Electron micrographs of BPV virions digested with trypsin. Samples were incubated for 2 h at 20°C in dialysis buffer with 10 mM EGTA (A), 10 mM EGTA plus trypsin (B), 10 mM DTT (C), or 10 mM DTT plus trypsin (D).

FIG. 3

Trypsin digestion of BPV virions. BPV virions were preincubated with 10 mM DTT and then digested with trypsin at the indicated concentrations for 15 min at 37°C. Lanes: 1, no trypsin; 2 to 5, 1, 0.1, 0.01, and 0.001 μg of trypsin, respectively.

FIG. 4

BPV virions digested with DNase I; agarose gel electrophoresis of viral DNA extracted after digestion of BPV virions with DNase I. Virions were preincubated in BPV buffer (see Materials and Methods) with 15 mM MgCl₂ (no DNase I) (lane 1), 5 mM EGTA (followed by DNase I) (lane 2), 5 mM EGTA plus 10 mM DTT (followed by DNase I) (lane 3), 5 mM MgCl₂ (no DNase I) (lane 4), 5 mM MgCl₂ (followed by DNase I) (lane 5), and 10 mM DTT (followed by DNase I) (lane 6).

FIG. 5

Electron micrographs of BPV virions disrupted at low ionic strength. (A) Virions in buffer containing 10 mM Tris-HCl (pH 7.9); (B and C) the same buffer incubated for 15 min at 37°C with 1 mM EGTA and 10 mM DTT, respectively.

FIG. 6

Trypsin digestion of BPV virions in low-ionic-strength buffer. Immunoblot of BPV virions (lane 1) incubated (as in Fig. 5) with DTT (lane 2) or EGTA (lane 3) and then digested with trypsin for 15 min at 37°C.

FIG. 7

Sedimentation analysis of BPV virions. BPV virions in BPV buffer plus 10 mM DTT (A) or buffer alone (B) were analyzed by analytical ultracentrifugation (see Materials and Methods). The DTT-treated virions sedimented at 230S, compared with 273S for untreated virions. w2t, product of the square of the angular velocity and time; r, radius of boundary; rm, radius of the meniscus; wt. avg., weight average.

FIG. 8

Electron micrograph of L1 mutant protein Cys424Gly. The Cys424Gly mutant L1 protein was purified after expression in E. coli and incubated under assembly conditions with no reducing agent and 0.5 M NaCl (13).
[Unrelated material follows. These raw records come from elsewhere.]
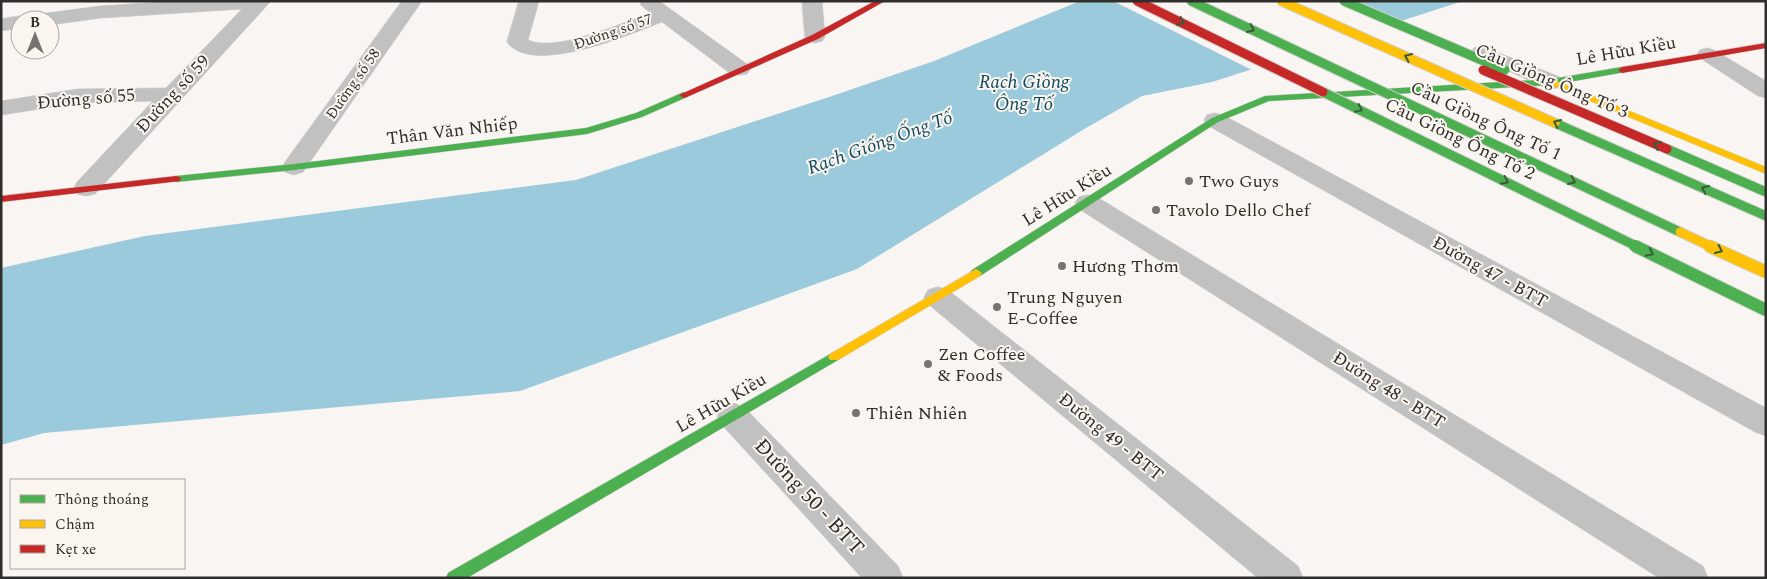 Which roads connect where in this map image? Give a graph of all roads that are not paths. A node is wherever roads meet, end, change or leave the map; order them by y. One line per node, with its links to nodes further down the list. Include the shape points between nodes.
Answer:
1 (412, 1): 23 (street, Đường số 58)
2 (529, 1): 11 (street, Đường số 57, via 517,42 533,50 568,47)
3 (644, 1): 11 (street)
4 (812, 1): 14 (street)
5 (881, 1): 14 (main road, Thân Văn Nhiếp)
6 (1137, 1): 33 (main road, Cầu Giồng Ống Tố 2, one-way to 33, bridge)
7 (1191, 1): 31 (main road, Cầu Giồng Ông Tố 1, one-way to 31, bridge)
8 (1281, 1): 30 (main road, Cầu Giồng Ông Tố 1, one-way to 8, bridge)
9 (261, 2): 12 (street); 20 (street, Đường số 59)
10 (1338, 3): 25 (main road, Cầu Giồng Ông Tố 3, bridge); 27 (main road, Cầu Giồng Ông Tố 3, one-way to 10, bridge)
11 (662, 15): 17 (street)
12 (60, 17)
13 (1436, 33): 18 (street)
14 (815, 37): 17 (main road, Thân Văn Nhiếp)
15 (1766, 44): 16 (main road, Lê Hữu Kiều)
16 (1707, 54): 18 (main road, Lê Hữu Kiều); 19 (street)
17 (739, 69): 23 (main road, Thân Văn Nhiếp, via 640,115 587,131)
18 (1552, 82): 22 (main road, Lê Hữu Kiều, via 1268,98); 24 (main road)
19 (1766, 90)
20 (172, 94): 21 (street, Đường số 55, via 78,96); 26 (street, Đường số 59)
21 (1, 108)
22 (1215, 120): 29 (main road, Lê Hữu Kiều); 35 (street, Đường 47 - BTT)
23 (294, 167): 26 (main road, Thân Văn Nhiếp)
24 (1766, 171)
25 (1766, 181)
26 (86, 188): 28 (main road, Thân Văn Nhiếp)
27 (1766, 192)
28 (1, 200)
29 (1088, 203): 32 (main road, Lê Hữu Kiều); 39 (street, Đường 48 - BTT)
30 (1766, 216)
31 (1766, 272)
32 (938, 297): 34 (main road, Lê Hữu Kiều); 38 (street, Đường 49 - BTT)
33 (1766, 310)
34 (733, 416): 36 (main road, Lê Hữu Kiều); 37 (street, Đường 50 - BTT)
35 (1766, 424)
36 (453, 578)
37 (884, 578)
38 (1285, 578)
39 (1690, 578) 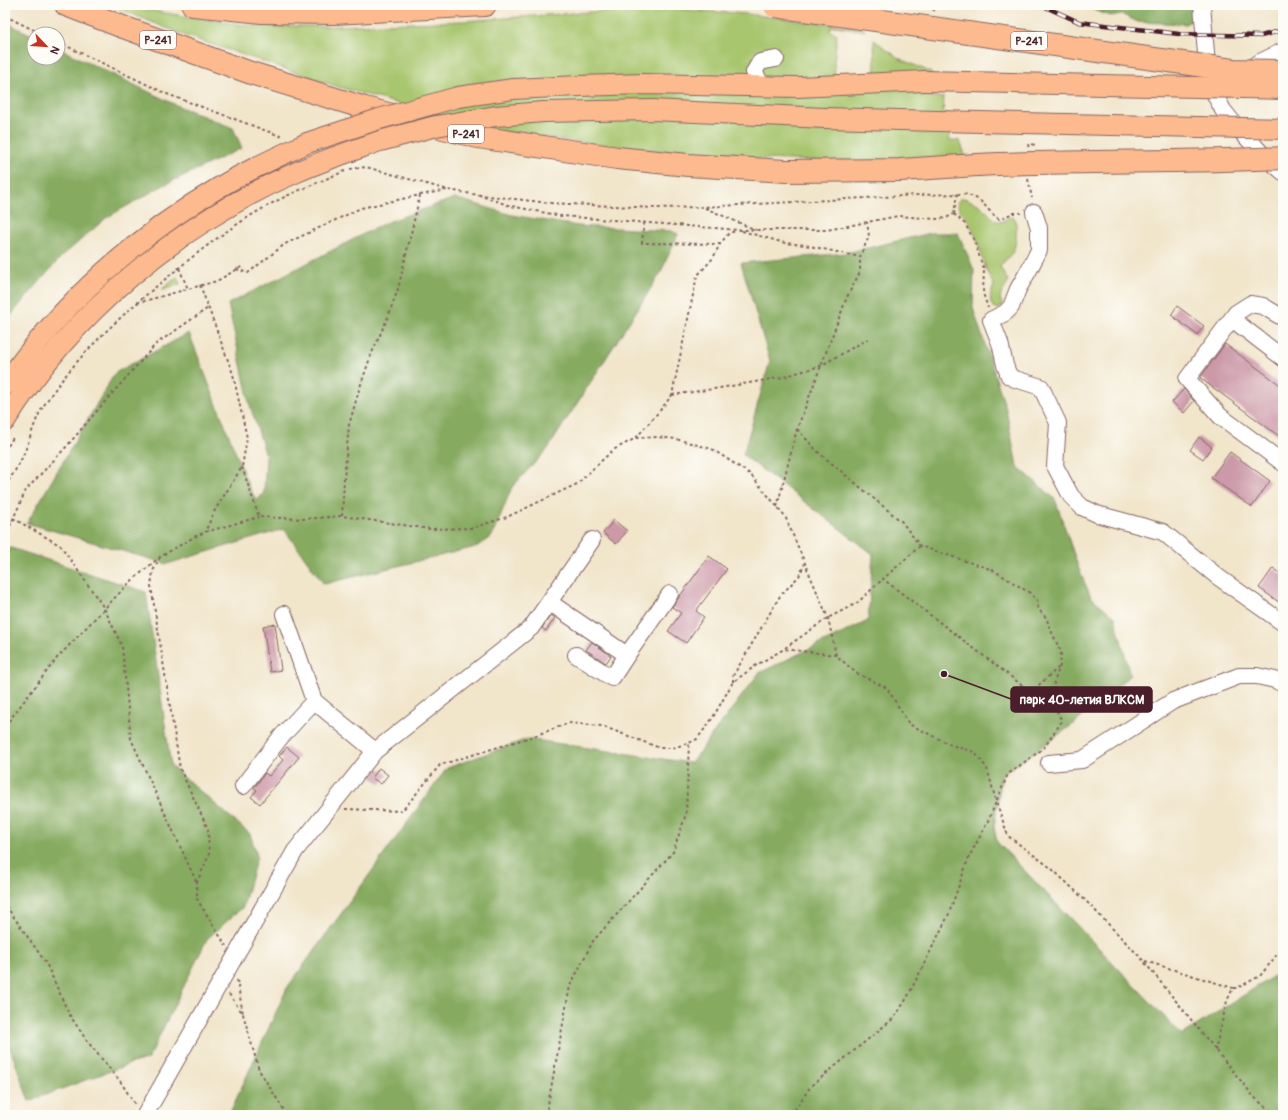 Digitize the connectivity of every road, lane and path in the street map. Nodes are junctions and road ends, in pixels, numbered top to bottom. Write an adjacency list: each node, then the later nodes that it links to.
1 (66, 5): 19 (highway, Р-241, bridge)
2 (193, 5): 3 (highway)
3 (485, 5)
4 (770, 5): 13 (highway, Р-241, bridge)
5 (928, 5): 7 (path)
6 (1202, 5): 16 (street)
7 (935, 11)
8 (5, 16): 9 (path)
9 (26, 26)
10 (66, 46): 18 (path)
11 (1283, 51): 16 (street)
12 (776, 59): 14 (street)
13 (1283, 71)
14 (762, 86): 15 (main road, bridge); 46 (main road, bridge)
15 (1283, 89)
16 (1215, 95): 20 (street)
17 (1283, 129): 48 (main road, bridge)
18 (285, 137)
19 (1283, 158)
20 (1283, 172)
21 (448, 190): 22 (path); 23 (path); 34 (path)
22 (420, 194): 35 (path); 56 (path)
23 (472, 194): 24 (path); 28 (path)
24 (703, 208): 26 (path); 30 (path)
25 (1034, 212): 42 (street)
26 (954, 214): 27 (path); 42 (path)
27 (867, 222): 30 (path); 32 (path)
28 (644, 223): 29 (path); 31 (path)
29 (739, 230): 30 (path); 31 (path); 32 (path)
30 (757, 230)
31 (720, 244): 47 (path)
32 (860, 257): 45 (path)
33 (243, 266): 35 (path)
34 (179, 267): 37 (path); 38 (path)
35 (236, 269): 36 (path)
36 (200, 286): 37 (path); 39 (path)
37 (188, 289): 38 (path)
38 (136, 303): 54 (path)
39 (208, 308): 53 (path); 58 (path)
40 (1283, 318): 41 (street)
41 (1232, 319): 44 (street); 52 (street)
42 (991, 320): 71 (street)
43 (868, 339): 45 (path)
44 (1283, 358)
45 (820, 366): 47 (path); 49 (path)
46 (5, 385)
47 (672, 395): 50 (path)
48 (10, 429): 51 (path)
49 (797, 429): 55 (path); 62 (path)
50 (636, 438): 55 (path); 56 (path)
51 (5, 451)
52 (1283, 463)
53 (242, 467): 57 (path); 59 (path)
54 (5, 486)
55 (777, 507): 64 (path)
56 (342, 516): 57 (path)
57 (259, 517): 59 (path)
58 (13, 518): 60 (path); 68 (path)
59 (205, 532): 63 (path)
60 (5, 537)
61 (592, 540): 67 (street)
62 (920, 546): 65 (path); 76 (path)
63 (160, 557): 68 (path); 87 (path)
64 (805, 563): 70 (path); 77 (path)
65 (884, 579): 70 (path); 76 (path)
66 (670, 594): 74 (street)
67 (549, 602): 74 (street); 82 (street)
68 (104, 608): 80 (path); 87 (path)
69 (284, 614): 79 (street)
70 (828, 618): 72 (path); 75 (path)
71 (1283, 623)
72 (784, 649): 75 (path); 77 (path)
73 (576, 655): 74 (street)
74 (627, 655)
75 (836, 655): 85 (path)
76 (1060, 666): 85 (path)
77 (733, 682): 81 (path)
78 (1283, 684): 83 (street)
79 (314, 701): 82 (street); 84 (street)
80 (5, 726)
81 (689, 743): 86 (path); 98 (path)
82 (375, 751): 86 (street)
83 (1049, 763)
84 (243, 786)
85 (996, 801): 91 (path); 99 (path)
86 (328, 809): 90 (street)
87 (197, 882): 90 (path)
88 (5, 900): 96 (path)
89 (1283, 947): 93 (path)
90 (234, 958): 92 (street); 94 (path)
91 (1143, 961): 93 (path); 95 (path)
92 (220, 982): 94 (path); 96 (street)
93 (1233, 988): 95 (path)
94 (243, 1014): 97 (path)
95 (1215, 1051): 100 (path)
96 (142, 1112)
97 (287, 1115)
98 (546, 1115)
99 (791, 1115)
100 (1283, 1115)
No capsid-like aggregates are seen, although the capsomeres cluster into small aggregates of five to six capsomeres around one.

FIG. 9

Trypsin digestion of the Cys424Gly recombinant protein; immunoblot of HPV11 L1. Wild-type (lanes 1 to 4) or Cys424Gly (lanes 5 to 8) purified recombinant proteins were digested with trypsin (weight ratio, 10:1) at 20°C for 0 (lanes 1 and 5), 30 (lanes 2 and 6), 60 (lanes 3 and 7), and 90 (lanes 4 and 8) min.